The security breach comes to light when an attacker tries to send a request for a template that uses an unencrypted SMTP connection to a server running WhmCs template.
When the request is made, the server fails to connect to a valid SMTP server, and WhmCsv fails to parse the request.
In a followup email, WhmSvc attempts to verify the email account by connecting to the SMTP host, which the attacker successfully does.
This email, however, fails to authenticate, and a user is then redirected to the URL of an exploit tool that allows an attacker to remotely compromise the domain.
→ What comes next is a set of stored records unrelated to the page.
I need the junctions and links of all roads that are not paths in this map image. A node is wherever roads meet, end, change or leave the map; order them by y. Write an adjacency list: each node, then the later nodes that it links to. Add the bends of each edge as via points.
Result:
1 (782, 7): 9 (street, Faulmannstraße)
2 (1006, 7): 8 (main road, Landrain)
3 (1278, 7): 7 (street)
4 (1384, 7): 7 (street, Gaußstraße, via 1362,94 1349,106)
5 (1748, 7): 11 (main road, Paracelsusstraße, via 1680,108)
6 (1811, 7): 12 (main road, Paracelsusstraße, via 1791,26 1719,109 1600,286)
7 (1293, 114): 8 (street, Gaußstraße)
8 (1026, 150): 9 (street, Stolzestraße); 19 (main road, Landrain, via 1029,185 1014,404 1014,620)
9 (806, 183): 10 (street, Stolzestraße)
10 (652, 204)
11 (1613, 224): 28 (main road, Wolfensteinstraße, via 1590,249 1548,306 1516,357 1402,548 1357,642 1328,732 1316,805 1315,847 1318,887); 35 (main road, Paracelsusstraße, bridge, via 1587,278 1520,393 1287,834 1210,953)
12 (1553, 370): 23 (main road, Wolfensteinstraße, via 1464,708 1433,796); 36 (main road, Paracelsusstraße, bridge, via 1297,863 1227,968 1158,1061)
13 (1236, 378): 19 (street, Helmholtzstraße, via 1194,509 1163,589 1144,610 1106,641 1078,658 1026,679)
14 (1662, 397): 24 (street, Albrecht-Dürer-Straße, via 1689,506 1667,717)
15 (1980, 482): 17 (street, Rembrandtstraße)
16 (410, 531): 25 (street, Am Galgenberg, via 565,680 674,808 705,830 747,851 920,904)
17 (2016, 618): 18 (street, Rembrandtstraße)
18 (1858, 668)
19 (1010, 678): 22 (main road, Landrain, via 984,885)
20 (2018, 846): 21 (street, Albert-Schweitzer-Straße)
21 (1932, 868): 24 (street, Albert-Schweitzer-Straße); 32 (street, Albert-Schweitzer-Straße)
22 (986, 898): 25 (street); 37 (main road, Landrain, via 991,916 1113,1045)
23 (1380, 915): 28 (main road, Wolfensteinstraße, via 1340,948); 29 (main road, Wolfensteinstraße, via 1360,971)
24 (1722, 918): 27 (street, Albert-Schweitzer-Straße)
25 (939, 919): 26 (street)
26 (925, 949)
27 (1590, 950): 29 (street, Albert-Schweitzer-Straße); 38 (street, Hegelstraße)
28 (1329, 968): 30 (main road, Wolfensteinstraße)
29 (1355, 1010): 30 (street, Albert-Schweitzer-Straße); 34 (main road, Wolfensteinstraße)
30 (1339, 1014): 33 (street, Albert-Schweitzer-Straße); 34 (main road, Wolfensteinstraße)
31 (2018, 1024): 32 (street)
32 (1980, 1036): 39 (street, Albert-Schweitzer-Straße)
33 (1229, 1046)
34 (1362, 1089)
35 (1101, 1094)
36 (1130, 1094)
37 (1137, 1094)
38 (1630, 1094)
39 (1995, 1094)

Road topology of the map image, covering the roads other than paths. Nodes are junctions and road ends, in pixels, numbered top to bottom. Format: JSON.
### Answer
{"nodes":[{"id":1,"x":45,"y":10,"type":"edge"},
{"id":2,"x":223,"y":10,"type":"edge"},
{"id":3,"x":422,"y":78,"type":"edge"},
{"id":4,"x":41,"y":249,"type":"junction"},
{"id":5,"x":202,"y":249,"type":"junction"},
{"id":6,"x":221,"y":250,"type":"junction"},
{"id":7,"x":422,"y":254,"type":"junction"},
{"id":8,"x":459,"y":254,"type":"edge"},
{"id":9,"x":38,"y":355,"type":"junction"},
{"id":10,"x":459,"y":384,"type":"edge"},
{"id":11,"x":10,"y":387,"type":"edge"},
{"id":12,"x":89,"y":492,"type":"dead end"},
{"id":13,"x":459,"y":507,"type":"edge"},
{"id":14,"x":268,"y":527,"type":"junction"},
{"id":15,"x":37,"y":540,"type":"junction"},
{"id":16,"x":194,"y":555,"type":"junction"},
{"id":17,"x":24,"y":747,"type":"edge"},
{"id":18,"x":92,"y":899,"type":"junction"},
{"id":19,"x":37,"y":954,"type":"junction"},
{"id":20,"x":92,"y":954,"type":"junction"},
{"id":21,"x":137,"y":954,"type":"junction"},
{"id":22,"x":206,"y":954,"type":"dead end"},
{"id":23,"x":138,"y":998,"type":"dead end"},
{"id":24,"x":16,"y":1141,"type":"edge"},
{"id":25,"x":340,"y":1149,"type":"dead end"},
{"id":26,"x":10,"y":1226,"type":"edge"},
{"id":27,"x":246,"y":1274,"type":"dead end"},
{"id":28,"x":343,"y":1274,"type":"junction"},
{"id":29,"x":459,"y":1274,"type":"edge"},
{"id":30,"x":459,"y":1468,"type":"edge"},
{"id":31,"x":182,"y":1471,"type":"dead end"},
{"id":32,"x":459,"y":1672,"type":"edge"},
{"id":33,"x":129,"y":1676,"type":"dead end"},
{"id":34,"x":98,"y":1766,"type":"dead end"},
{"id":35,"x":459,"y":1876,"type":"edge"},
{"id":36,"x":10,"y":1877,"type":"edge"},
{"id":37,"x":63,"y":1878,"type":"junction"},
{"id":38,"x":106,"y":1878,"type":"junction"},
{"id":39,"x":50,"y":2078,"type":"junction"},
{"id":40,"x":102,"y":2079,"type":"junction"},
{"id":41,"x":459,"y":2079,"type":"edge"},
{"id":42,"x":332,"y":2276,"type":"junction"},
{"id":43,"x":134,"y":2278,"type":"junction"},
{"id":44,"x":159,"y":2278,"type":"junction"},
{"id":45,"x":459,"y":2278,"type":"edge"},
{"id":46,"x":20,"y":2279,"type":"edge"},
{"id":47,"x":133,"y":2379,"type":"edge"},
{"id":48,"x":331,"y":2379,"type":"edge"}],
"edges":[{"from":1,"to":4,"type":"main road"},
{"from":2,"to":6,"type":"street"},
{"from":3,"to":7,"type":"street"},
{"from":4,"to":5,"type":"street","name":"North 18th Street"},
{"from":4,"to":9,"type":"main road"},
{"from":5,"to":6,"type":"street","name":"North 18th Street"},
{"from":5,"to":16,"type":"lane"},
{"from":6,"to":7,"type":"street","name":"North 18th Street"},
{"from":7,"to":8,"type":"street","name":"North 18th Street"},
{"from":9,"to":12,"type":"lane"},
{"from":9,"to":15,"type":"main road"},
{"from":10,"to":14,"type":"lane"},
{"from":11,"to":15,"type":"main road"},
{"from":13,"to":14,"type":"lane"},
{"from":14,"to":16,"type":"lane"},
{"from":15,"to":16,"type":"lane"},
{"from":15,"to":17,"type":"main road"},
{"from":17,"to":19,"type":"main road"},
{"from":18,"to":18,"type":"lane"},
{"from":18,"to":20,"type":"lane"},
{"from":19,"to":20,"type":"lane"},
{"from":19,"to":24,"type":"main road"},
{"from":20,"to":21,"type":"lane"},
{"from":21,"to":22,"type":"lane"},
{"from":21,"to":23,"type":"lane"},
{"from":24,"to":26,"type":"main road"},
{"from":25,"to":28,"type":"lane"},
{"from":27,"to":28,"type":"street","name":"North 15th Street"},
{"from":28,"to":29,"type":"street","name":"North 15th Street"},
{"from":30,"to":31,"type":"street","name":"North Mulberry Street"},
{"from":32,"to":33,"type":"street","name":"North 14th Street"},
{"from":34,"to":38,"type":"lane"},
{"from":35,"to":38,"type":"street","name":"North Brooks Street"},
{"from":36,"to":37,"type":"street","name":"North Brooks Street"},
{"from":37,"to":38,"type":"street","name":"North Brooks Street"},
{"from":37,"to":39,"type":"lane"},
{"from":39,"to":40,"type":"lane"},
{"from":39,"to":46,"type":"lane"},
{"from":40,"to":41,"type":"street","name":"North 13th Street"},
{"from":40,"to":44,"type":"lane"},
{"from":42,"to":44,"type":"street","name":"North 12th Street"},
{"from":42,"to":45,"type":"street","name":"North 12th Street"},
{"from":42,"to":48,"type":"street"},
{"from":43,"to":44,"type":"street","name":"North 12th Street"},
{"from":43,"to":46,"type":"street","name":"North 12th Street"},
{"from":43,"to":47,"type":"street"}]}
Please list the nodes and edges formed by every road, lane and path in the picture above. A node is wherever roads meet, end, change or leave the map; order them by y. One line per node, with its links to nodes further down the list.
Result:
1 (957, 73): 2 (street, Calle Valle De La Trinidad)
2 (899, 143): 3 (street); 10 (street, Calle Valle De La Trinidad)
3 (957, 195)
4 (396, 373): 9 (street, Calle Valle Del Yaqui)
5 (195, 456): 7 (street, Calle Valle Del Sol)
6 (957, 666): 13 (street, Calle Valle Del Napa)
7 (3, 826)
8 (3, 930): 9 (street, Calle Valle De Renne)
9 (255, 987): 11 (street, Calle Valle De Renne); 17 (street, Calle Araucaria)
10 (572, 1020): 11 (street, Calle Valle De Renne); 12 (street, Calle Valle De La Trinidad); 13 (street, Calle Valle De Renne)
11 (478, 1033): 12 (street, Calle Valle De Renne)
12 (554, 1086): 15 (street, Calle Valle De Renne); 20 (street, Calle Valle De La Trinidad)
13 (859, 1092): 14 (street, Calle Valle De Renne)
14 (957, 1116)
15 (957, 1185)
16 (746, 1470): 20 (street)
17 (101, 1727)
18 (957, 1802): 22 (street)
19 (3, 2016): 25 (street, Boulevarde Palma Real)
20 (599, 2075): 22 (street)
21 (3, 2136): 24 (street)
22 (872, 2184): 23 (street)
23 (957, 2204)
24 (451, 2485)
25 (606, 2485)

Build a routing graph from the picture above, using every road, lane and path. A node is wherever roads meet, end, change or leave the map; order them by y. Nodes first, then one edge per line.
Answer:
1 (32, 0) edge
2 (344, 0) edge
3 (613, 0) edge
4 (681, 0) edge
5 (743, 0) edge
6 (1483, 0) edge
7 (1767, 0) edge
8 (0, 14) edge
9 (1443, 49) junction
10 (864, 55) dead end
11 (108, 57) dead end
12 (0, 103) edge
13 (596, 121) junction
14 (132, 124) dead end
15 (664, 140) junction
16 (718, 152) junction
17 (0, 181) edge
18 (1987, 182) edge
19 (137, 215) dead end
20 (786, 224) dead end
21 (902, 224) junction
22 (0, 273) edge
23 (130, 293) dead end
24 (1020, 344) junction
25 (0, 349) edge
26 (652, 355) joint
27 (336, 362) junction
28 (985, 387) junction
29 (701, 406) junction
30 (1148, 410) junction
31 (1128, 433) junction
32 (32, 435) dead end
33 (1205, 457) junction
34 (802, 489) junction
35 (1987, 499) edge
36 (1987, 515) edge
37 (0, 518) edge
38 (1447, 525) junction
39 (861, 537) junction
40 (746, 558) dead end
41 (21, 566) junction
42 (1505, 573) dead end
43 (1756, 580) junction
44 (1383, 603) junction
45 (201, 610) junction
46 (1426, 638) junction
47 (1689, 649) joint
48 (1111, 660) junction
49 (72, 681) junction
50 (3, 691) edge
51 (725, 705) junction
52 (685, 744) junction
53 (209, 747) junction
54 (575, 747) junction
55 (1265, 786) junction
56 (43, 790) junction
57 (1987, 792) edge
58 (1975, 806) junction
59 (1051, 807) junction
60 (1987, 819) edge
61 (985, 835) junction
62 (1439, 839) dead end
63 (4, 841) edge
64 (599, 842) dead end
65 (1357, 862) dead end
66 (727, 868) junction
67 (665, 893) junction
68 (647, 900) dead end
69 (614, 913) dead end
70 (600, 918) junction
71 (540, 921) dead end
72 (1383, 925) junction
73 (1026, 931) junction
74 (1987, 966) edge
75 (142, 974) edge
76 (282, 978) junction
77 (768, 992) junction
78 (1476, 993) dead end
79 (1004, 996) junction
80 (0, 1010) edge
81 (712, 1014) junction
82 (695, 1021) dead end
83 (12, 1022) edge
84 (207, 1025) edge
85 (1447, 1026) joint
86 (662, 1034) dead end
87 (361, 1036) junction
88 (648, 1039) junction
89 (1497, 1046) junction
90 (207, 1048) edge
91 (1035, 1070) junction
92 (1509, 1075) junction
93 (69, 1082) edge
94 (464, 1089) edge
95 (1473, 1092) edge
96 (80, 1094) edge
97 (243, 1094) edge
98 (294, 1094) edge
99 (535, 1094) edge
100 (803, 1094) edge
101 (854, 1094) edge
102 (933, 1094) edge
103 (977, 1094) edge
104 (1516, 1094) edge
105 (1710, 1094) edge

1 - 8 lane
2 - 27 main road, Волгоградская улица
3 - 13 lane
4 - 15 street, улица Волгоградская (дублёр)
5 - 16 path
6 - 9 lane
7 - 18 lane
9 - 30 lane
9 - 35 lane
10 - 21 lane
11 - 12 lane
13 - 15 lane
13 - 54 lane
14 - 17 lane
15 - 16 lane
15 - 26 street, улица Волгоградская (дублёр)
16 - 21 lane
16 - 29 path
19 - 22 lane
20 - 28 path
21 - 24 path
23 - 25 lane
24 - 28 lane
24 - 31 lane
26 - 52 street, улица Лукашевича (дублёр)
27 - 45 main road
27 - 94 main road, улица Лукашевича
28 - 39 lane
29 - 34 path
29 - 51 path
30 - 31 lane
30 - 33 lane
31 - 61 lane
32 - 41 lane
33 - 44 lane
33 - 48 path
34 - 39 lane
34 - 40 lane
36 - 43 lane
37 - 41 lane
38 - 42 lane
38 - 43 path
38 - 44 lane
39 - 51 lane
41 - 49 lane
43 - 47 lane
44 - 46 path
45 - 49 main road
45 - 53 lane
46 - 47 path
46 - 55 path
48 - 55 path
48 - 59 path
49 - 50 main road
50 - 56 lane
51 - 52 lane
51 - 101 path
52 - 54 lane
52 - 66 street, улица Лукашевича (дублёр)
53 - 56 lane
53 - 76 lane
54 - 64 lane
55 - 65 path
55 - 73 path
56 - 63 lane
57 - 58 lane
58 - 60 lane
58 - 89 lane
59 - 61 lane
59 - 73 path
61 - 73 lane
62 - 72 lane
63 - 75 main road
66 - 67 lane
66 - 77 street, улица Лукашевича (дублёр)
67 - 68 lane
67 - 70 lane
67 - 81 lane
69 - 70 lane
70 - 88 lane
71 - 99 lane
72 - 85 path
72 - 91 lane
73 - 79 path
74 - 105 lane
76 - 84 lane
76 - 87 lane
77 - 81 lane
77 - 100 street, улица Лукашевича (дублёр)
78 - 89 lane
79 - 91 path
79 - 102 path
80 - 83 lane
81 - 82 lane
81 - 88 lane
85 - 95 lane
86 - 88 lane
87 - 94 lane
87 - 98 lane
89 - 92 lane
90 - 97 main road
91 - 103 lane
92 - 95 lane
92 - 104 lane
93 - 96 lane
This is the first security breach reported to WhmTech, which has issued a patch to fix the vulnerability, which is already being used by many WhmSys users.
The vulnerability was first discovered in the early hours of December 13th, 2017, when the attacker sent a request to WhsCsv.com to get a template.
It is not clear what the template provider, Whomcs, provided to the attacker.
Whmc’s template, which can be found on the WhmCat security platform, allows users to send emails and sign in to a website with an unauthenticated SMTP email account, which allows an unsecure password to be sent to the site.
When a user attempts to sign in using a password that the template does not have, WhsCs template will not connect to the server, leading to the request being rejected.
Whscs template is not the only template provider that uses SMTP for SMTP connections.
Other popular SMTP providers, such as Thunderbird and MailChimp, use SMTP to connect users to websites, but the latter provider also uses SMTTP for all requests.
WhcSvc, which was previously a Whmcats secure template, has been removed from Whmcat and is now listed as the default template provider on WhmChats.com.
A user attempting to send an email using Whscat’s template will see an error message that says the email should not be sent.
However, the email is sent.
In addition, the template is still usable by the attacker, who can send an exploit script to WhmsCat.com, which will execute and infect the domain with a malicious file called wget.txt.
This exploit can be used to steal credentials from the domain, but it will not allow a user to log in or remotely execute commands.
Whamcat has patched the issue and WhamCS template users will be able to send email with the SMTPD password, but not sign in.
This update is also available to Whamcats security-focused customers.
This post is updated with additional details and information about the security issue.